The plot: Nick (Nivola) and Lissa (Witherspoon) are a pair of star-crossed small-town lovers (yawn) who find themselves heavily in debt to a local scumbag, and hatch an ingenious plan to make up the cash shortfall. This involves Nick persuading Lissa to seduce Nick's best mate, liberate his collection of valuable coins, and then accuse him of rape.
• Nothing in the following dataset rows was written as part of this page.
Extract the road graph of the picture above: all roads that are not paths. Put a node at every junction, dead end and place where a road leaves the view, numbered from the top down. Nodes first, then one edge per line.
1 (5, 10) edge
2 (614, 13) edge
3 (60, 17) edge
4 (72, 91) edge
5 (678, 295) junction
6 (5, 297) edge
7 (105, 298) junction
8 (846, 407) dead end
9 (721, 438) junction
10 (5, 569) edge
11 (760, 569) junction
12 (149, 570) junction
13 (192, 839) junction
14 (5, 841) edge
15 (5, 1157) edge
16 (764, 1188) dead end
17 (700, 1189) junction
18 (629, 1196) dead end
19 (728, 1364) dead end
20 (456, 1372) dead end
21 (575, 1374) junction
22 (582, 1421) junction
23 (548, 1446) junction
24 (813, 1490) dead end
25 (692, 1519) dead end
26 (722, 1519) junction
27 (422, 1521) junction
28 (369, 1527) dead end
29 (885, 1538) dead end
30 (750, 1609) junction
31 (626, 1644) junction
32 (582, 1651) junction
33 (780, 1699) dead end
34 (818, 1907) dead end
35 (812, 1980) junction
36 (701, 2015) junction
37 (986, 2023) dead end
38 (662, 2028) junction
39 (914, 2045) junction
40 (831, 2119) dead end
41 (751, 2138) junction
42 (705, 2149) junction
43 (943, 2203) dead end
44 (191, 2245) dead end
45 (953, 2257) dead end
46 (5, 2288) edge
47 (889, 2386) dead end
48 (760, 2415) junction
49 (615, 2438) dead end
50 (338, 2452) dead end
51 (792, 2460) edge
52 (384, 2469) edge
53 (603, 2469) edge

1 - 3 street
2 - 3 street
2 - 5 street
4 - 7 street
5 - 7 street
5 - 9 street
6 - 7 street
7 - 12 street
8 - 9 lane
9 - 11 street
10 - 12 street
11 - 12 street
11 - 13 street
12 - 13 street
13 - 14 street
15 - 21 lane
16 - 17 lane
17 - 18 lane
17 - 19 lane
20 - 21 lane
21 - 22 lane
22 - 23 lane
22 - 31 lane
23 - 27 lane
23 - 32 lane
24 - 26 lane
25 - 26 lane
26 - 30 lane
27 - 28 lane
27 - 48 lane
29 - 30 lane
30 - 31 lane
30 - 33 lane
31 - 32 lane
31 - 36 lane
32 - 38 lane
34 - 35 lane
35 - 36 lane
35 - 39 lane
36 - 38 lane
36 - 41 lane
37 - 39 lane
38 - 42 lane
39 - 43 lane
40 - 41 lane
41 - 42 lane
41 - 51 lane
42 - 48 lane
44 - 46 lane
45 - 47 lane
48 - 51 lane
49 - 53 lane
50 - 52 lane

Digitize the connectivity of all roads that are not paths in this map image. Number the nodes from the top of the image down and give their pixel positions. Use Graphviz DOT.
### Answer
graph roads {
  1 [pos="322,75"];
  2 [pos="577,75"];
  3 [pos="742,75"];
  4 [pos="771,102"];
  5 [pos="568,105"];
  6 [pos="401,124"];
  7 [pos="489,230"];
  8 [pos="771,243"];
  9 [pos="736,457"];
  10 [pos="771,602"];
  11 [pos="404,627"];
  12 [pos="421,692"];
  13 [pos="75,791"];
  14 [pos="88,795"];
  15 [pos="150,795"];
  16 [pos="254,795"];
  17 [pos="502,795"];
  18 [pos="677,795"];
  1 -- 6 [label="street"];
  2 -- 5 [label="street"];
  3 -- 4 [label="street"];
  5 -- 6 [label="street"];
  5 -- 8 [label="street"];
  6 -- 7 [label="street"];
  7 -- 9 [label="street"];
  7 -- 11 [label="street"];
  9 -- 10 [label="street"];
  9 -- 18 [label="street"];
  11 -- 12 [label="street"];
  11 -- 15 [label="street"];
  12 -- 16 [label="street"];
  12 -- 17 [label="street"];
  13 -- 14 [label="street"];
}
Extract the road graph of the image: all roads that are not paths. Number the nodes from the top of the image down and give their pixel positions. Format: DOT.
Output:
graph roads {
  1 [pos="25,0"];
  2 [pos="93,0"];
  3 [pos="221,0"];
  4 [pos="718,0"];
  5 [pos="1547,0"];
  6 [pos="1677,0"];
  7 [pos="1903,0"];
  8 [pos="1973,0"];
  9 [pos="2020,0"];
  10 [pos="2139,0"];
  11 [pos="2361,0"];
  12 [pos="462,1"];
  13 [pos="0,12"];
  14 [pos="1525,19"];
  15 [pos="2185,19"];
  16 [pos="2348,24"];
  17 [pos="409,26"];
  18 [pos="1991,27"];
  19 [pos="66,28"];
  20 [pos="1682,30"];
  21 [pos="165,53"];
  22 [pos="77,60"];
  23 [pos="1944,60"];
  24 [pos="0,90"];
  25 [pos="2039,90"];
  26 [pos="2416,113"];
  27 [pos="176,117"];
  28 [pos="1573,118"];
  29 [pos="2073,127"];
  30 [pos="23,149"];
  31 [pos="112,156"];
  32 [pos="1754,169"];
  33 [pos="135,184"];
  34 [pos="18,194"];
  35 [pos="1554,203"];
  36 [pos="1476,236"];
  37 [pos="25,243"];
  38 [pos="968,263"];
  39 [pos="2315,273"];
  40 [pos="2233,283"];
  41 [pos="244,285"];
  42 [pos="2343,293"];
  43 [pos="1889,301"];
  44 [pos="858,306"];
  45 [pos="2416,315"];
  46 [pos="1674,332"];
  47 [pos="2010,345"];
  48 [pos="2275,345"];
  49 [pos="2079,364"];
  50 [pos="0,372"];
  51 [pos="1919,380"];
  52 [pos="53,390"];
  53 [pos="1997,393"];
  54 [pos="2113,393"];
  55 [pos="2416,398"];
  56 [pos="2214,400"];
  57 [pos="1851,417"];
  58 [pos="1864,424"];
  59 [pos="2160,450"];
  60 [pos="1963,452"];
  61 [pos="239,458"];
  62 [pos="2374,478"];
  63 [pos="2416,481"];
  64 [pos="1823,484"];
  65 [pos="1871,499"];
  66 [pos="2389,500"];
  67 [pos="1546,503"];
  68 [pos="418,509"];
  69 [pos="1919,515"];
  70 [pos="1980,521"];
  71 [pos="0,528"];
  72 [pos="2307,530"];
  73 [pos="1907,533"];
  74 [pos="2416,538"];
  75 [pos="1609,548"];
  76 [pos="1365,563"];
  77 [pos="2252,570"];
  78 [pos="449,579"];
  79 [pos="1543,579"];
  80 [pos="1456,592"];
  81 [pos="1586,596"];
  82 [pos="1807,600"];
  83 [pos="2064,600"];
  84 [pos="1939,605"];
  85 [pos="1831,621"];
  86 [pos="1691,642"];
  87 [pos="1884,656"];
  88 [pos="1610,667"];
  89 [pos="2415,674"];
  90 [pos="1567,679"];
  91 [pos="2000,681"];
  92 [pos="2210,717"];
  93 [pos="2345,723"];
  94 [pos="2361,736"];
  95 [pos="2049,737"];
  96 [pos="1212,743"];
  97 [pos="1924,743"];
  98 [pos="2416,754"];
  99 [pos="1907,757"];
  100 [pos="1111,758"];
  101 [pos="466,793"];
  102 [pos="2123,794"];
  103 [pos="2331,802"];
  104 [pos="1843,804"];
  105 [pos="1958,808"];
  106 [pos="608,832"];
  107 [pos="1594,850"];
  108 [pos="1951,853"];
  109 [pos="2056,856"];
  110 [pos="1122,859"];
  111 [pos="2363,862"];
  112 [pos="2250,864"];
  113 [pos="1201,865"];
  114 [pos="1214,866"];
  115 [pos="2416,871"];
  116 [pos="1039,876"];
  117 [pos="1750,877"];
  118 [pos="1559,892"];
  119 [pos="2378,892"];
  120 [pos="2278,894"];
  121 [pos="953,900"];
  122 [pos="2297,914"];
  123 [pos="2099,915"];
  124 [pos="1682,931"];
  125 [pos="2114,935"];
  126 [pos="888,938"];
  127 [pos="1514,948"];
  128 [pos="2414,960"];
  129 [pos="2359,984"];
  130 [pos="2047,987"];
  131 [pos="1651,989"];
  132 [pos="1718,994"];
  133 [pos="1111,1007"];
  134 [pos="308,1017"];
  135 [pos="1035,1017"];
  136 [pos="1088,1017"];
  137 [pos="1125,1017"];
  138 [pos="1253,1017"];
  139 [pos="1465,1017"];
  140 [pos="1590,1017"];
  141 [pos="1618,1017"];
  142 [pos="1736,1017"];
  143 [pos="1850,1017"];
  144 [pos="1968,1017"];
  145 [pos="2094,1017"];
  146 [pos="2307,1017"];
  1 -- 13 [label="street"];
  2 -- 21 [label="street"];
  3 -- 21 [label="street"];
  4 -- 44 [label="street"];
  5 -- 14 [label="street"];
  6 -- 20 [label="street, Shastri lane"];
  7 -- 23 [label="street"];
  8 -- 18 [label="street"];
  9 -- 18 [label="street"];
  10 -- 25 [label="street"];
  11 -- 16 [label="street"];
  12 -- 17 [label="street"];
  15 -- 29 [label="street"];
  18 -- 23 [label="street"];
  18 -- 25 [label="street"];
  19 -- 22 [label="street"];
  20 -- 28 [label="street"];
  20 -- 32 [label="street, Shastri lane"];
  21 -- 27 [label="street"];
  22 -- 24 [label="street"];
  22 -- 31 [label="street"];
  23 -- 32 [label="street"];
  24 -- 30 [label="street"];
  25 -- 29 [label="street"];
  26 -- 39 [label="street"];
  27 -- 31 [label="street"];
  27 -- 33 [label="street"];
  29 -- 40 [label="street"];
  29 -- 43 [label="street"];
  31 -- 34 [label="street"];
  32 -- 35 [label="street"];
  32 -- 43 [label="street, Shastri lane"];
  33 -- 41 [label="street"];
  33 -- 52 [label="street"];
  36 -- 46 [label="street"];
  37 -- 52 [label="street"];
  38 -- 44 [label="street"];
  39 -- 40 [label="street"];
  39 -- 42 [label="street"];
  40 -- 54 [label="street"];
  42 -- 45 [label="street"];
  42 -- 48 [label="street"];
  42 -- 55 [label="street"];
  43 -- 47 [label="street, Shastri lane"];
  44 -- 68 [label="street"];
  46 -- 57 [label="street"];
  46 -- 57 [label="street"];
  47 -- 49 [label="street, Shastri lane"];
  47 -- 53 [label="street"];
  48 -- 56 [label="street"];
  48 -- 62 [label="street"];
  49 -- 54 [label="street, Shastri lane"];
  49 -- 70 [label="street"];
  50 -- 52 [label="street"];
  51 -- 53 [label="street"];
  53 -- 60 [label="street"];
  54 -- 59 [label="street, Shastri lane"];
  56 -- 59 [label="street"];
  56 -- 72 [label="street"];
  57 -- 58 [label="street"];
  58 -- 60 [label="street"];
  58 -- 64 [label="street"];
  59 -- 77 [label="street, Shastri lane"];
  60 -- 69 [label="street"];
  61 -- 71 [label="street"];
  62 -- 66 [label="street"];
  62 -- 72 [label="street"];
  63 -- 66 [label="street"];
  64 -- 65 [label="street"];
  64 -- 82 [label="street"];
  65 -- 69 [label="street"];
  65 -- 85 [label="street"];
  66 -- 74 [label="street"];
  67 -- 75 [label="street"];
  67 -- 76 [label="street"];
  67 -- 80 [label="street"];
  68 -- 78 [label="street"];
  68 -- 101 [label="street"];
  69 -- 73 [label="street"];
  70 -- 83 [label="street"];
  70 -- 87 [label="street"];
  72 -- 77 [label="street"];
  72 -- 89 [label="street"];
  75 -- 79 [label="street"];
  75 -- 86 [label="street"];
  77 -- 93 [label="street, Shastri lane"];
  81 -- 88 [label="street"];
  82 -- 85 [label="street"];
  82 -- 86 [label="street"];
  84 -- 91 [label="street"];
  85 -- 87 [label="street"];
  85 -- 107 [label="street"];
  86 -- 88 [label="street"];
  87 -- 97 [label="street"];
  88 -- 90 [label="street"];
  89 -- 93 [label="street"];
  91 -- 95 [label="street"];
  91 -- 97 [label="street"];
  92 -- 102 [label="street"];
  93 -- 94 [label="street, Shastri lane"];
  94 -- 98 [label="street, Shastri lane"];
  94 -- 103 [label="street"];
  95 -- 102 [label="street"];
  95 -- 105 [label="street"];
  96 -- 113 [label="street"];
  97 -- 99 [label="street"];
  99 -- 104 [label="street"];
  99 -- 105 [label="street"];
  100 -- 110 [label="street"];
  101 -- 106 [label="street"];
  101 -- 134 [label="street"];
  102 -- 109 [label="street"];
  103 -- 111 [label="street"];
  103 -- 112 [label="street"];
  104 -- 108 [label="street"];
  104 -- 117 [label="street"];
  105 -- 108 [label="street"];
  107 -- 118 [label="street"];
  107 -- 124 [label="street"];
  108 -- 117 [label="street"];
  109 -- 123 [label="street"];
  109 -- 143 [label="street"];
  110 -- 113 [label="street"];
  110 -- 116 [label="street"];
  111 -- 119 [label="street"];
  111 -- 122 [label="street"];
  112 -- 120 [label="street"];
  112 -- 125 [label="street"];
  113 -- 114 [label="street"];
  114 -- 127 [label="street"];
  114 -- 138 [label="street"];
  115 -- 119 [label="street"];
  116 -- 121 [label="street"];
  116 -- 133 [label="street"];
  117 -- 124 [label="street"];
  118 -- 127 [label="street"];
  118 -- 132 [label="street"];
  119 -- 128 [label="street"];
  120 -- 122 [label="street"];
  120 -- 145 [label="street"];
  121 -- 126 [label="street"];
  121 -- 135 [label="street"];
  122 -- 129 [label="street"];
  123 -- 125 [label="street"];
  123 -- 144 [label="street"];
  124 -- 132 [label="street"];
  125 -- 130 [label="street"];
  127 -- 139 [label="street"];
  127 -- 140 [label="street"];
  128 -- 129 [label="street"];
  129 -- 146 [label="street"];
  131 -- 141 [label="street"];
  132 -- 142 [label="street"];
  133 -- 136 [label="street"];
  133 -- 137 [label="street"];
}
You may have gathered by this stage that the couple are a pair of heartless, soulless bastards, and it's precisely this lack of heart and soul which makes it wholly impossible to give a flying fuck what happens to our heroes. The direction is competent but hardly arresting, the performances are serviceable but gainlessly employed, and the action neither moves fast enough nor hits hard enough to justify the film's existence.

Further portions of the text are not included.